As you can see, after flushing, the RAM chunk becomes empty, the disk chunk count increases by one, and the average response time improves significantly. This happens because the RAM chunk can sometimes underperform. There’s a related issue on GitHub: how to search fast with ramchunk(rt table) in High-Frequency Write Systems · Issue #2787 · manticoresoftware/manticoresearch · GitHub. However, since that issue has its own specifics, feel free to open a new one. This might motivate the core team to address it sooner.

thank you for the explanation,however as you said

It’s only temporary.,right after flushing, a merging happend

so, after running alter table ... optimize_cutoff='16' , disk chunks was still 8, but ram chunk remains empty even some new records being inserted?
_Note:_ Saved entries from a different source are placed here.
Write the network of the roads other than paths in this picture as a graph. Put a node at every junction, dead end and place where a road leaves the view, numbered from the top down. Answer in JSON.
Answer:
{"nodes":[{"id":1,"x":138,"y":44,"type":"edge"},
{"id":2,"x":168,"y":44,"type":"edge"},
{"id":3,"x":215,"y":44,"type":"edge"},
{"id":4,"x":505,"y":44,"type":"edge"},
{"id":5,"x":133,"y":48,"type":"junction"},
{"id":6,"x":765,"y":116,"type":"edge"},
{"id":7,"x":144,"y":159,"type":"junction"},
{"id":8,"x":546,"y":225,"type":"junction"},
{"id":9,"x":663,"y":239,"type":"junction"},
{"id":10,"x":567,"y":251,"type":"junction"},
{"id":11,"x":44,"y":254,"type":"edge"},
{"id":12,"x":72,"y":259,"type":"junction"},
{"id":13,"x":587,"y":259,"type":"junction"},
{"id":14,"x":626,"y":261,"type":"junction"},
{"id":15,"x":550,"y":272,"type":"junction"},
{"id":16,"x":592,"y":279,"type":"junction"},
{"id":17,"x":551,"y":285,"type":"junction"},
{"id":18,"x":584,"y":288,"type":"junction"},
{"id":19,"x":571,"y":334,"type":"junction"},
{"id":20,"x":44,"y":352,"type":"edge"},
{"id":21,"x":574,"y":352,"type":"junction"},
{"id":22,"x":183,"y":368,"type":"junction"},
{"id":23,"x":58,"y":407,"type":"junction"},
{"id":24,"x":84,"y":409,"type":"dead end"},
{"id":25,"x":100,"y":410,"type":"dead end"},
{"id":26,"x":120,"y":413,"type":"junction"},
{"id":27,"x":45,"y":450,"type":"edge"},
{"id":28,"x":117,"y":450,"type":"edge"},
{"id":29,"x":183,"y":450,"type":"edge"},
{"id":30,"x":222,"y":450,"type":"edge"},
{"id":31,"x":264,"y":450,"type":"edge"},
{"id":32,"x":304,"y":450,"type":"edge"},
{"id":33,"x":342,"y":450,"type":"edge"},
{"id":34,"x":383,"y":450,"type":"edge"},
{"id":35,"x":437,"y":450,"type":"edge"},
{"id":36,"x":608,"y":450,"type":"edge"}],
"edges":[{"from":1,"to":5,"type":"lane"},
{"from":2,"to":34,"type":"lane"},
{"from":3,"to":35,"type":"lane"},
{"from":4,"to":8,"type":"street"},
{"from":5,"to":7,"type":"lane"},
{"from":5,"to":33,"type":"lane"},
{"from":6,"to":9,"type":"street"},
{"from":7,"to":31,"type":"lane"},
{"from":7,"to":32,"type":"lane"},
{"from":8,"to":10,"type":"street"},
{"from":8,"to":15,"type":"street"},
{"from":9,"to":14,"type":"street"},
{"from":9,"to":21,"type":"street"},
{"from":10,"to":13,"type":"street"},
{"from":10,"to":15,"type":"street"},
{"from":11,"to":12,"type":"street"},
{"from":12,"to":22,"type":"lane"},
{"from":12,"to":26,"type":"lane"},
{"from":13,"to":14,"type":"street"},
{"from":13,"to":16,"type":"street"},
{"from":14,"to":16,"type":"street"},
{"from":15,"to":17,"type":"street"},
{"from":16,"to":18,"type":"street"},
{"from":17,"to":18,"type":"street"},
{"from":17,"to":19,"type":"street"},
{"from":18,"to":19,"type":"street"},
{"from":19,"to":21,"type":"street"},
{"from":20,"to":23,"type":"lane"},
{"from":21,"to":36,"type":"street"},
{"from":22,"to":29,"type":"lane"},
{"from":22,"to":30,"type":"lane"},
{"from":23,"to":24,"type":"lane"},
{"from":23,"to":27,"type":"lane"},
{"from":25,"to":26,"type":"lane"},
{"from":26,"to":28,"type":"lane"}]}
so , as of now, how could I get off this ram chunk low performance issue? Any way to disable using ram chunk ?

It’s only temporary.,right after flushing, a merging happend

Of course, if your chunk count is exceeded, auto-merging starts.

so, after running alter table … optimize_cutoff=‘16’ , disk chunks was still 8, but ram chunk remains empty even some new records being inserted?

No, if some records were inserted it shouldn’t have been empty.

so , as of now, how could I get off this ram chunk low performance issue? Any way to disable using ram chunk ?

No way to disable it, but you can experiment with its size (rt_mem_limit), the performance degradation it causes and the merging overhead. Increasing optimize_cutoff may also make sense to lower the merging overhead.